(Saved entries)

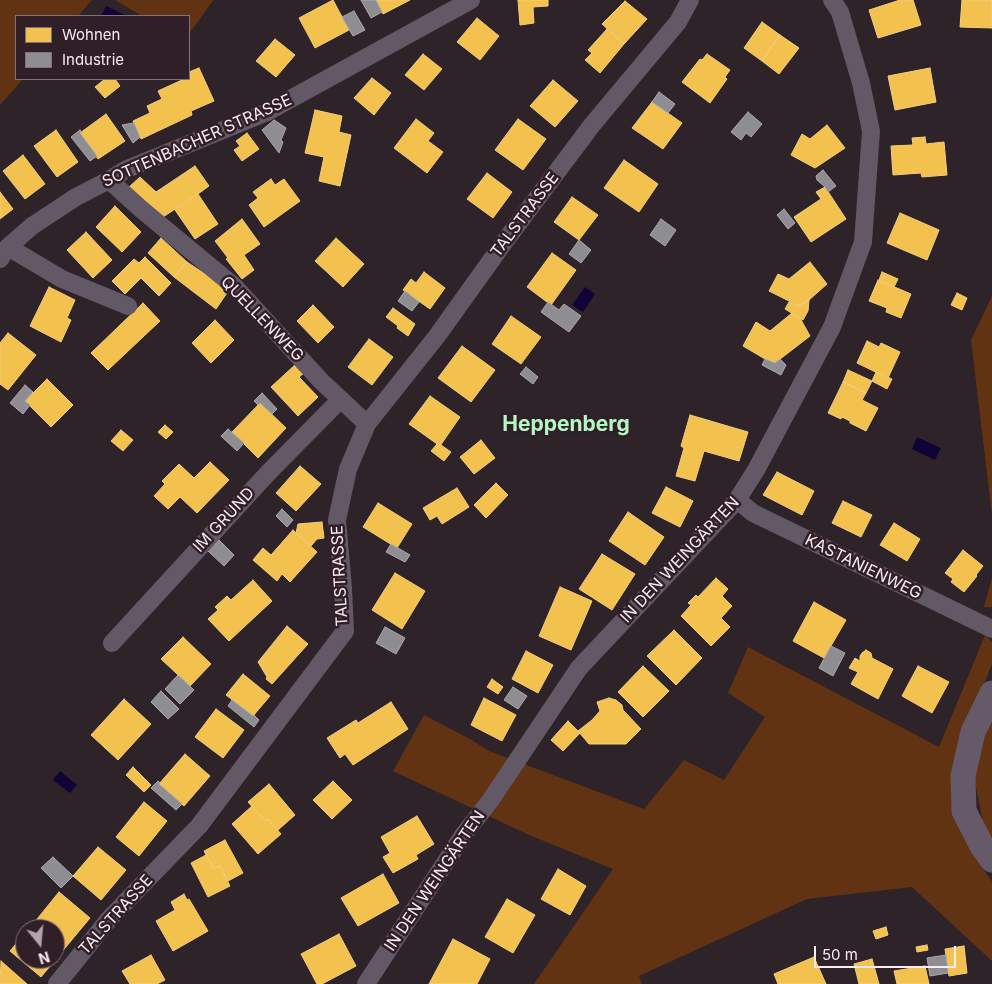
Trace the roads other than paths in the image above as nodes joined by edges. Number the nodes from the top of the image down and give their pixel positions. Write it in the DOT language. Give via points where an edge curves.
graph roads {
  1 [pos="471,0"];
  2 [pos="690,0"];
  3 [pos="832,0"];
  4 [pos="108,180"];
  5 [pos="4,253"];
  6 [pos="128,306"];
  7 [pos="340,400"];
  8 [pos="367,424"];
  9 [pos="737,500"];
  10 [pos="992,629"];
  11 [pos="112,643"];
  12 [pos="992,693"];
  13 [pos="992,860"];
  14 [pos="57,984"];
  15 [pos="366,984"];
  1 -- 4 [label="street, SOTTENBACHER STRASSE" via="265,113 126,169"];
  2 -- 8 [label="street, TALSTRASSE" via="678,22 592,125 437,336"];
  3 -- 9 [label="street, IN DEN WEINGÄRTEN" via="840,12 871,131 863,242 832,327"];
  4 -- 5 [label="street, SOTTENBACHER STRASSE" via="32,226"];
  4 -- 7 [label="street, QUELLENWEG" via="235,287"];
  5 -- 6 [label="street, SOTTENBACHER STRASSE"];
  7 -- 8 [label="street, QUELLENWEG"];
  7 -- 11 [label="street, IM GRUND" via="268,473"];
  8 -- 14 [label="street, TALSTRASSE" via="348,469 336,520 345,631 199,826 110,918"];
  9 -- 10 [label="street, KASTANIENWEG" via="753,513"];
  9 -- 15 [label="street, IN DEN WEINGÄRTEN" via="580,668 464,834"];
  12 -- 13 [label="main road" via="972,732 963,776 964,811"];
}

PROBLEM: Where a line of the data holds the word "TALSTRASSE", copy that line.

WRITTEN ANSWER:
  2 -- 8 [label="street, TALSTRASSE" via="678,22 592,125 437,336"];
  8 -- 14 [label="street, TALSTRASSE" via="348,469 336,520 345,631 199,826 110,918"];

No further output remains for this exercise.